The US Entity List designation in May 2024 significantly disrupts T-Motor’s access to the US market. The Entity List requires US exporters to obtain a license before selling to T-Motor, and reverse — US drone manufacturers sourcing T-Motor components face compliance scrutiny. The AUVSI (Association for Unmanned Vehicle Systems International) published an analysis noting the practical difficulty this creates for US commercial drone operators who had built supply chains around T-Motor propulsion systems.
Investigative reporting and US government findings linked T-Motor motors to Russia’s Orlan-10 military reconnaissance drone. Founder Wu Min has reported academic ties to Beihang University’s School of Reliability and Systems Engineering, whose leadership includes Chinese national defense researchers. The combination of these connections formed the evidentiary basis for the Entity List designation.
Notable Developments
- 2024-05: Jiangxi Xintuo Enterprise Co. Ltd. (T-Motor) added to BIS Entity List for supporting Russian UAV programs. (sUAS News)
- 2024-03: Digitimes reporting documents T-Motor’s supply of motors used in weaponized drone programs globally. (Digitimes)
- 2024: AUVSI publishes impact analysis on T-Motor Entity List designation for US commercial drone operators. (AUVSI)
- 2009: Founded in Nanchang by Wu Min.
Key People
Wu Min — Founder
- LinkedIn: not found
- Education: Beihang University, School of Reliability and Systems Engineering (reported class of 1991)
- Career (reverse-chronological):
- T-Motor / Jiangxi Xintuo Enterprise (2009–present): Founder
- Notes: Reported alumni connection to Beihang University’s Reliability Control Group, which has PLA-connected leadership. This connection was cited in US government national security analysis of T-Motor.
People — Last Reviewed: 2026-03-31
Supply Chain Position
T-Motor operates at the Component/Subsystem Supplier layer in the aerial drone value chain, providing propulsion systems (motor + ESC + propeller) to drone OEMs. The company sources rare earth permanent magnets (neodymium-iron-boron) from Chinese suppliers for its BLDC motors. ⚑ Rare earth dependency: NdFeB magnets are the core enabling component for T-Motor’s BLDC motors; China controls ~85% of global rare earth processing, giving T-Motor structural cost and supply advantages that are not replicable by non-Chinese motor manufacturers in the short term. KDE Direct (Bend, Oregon) is the primary US-manufactured alternative for professional-grade drone motors, though at higher price points.

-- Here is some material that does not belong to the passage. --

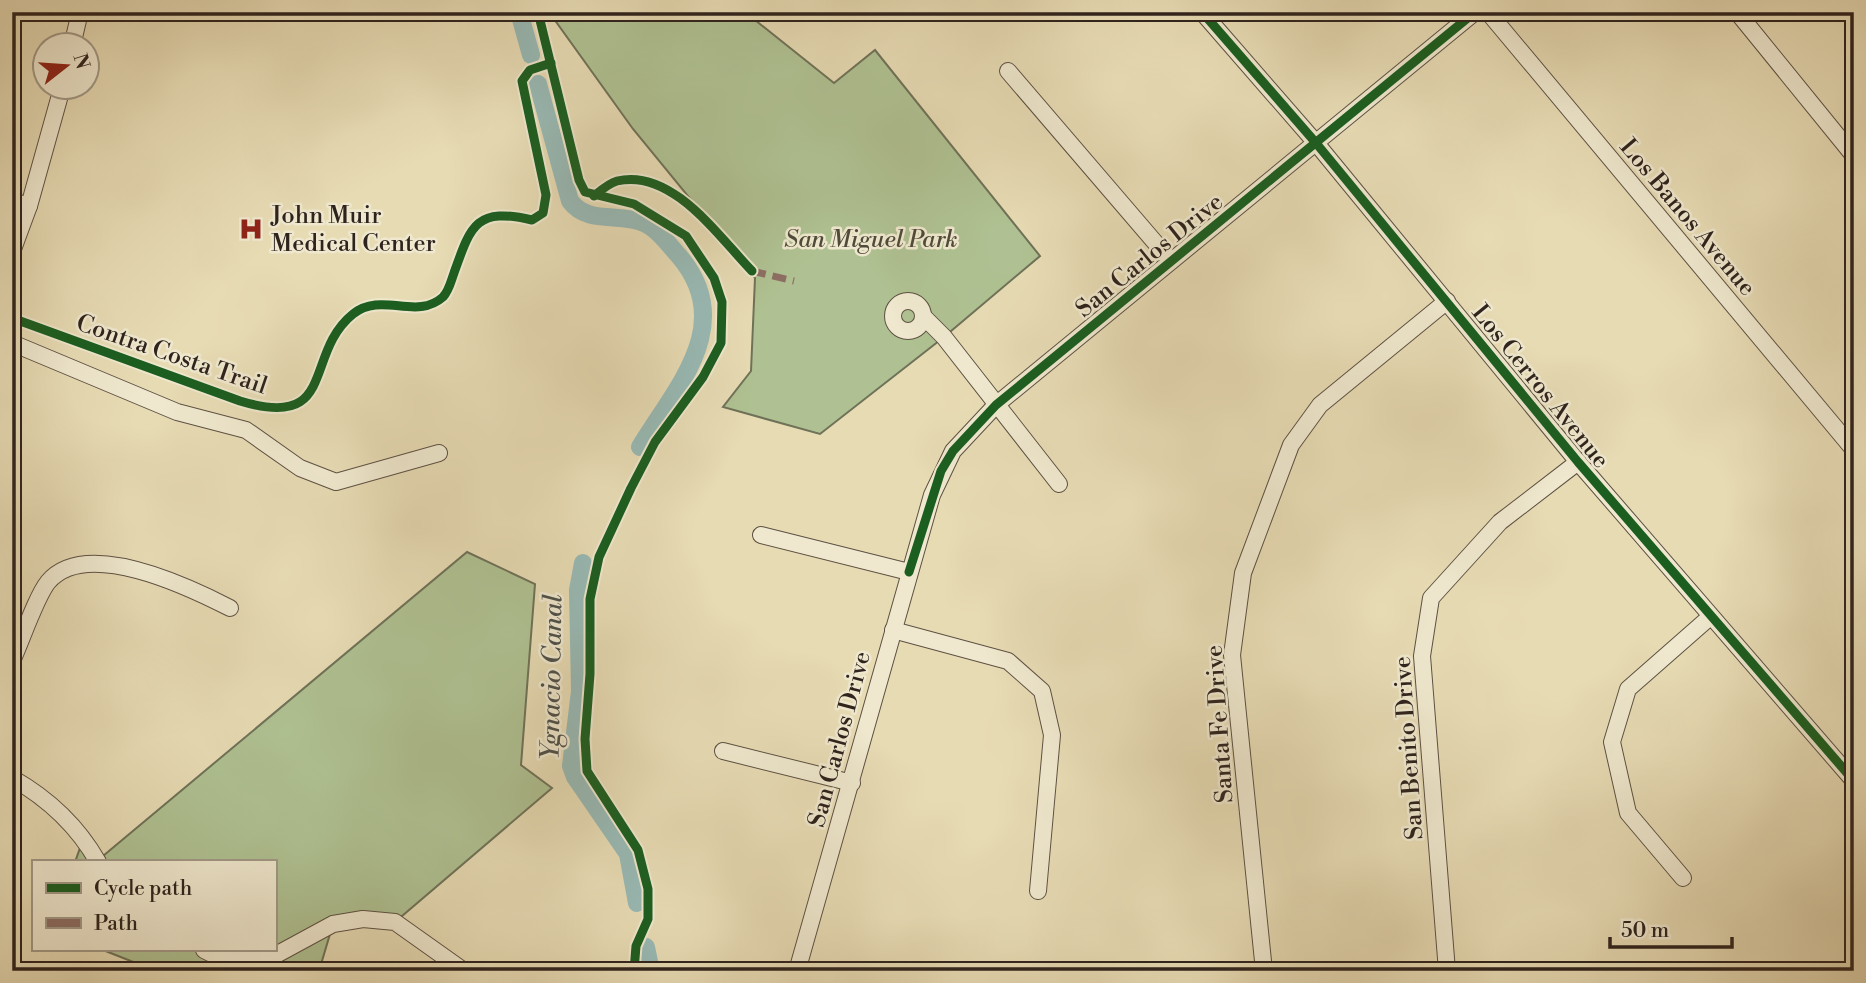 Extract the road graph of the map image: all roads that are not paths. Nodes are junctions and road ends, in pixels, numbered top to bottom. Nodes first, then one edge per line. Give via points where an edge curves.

Post-Entity-List designation, US drone manufacturers are accelerating qualification of alternative propulsion suppliers.
Claim Verification
Claim: T-Motor is the “world’s largest professional drone motor manufacturer”
Status: Unverified
Supporting sources:
- T-Motor website — Self-stated claim of market leadership with “300,000+ global users”
- General industry observation: T-Motor products appear consistently in professional drone platforms across multiple brands globally
Refuting / questioning sources:
- No independent third-party market share study found in public sources
- The Entity List designation implies supply chain disruption that may have reduced T-Motor’s effective global market position since May 2024
- Chinese revenue figure (~$42M) is modest for a claimed global market leader and is from unverified secondary sources
Summary: T-Motor’s market leadership claim is widely repeated but not supported by published independent market share data; the Entity List designation creates material uncertainty about the claim’s continued validity.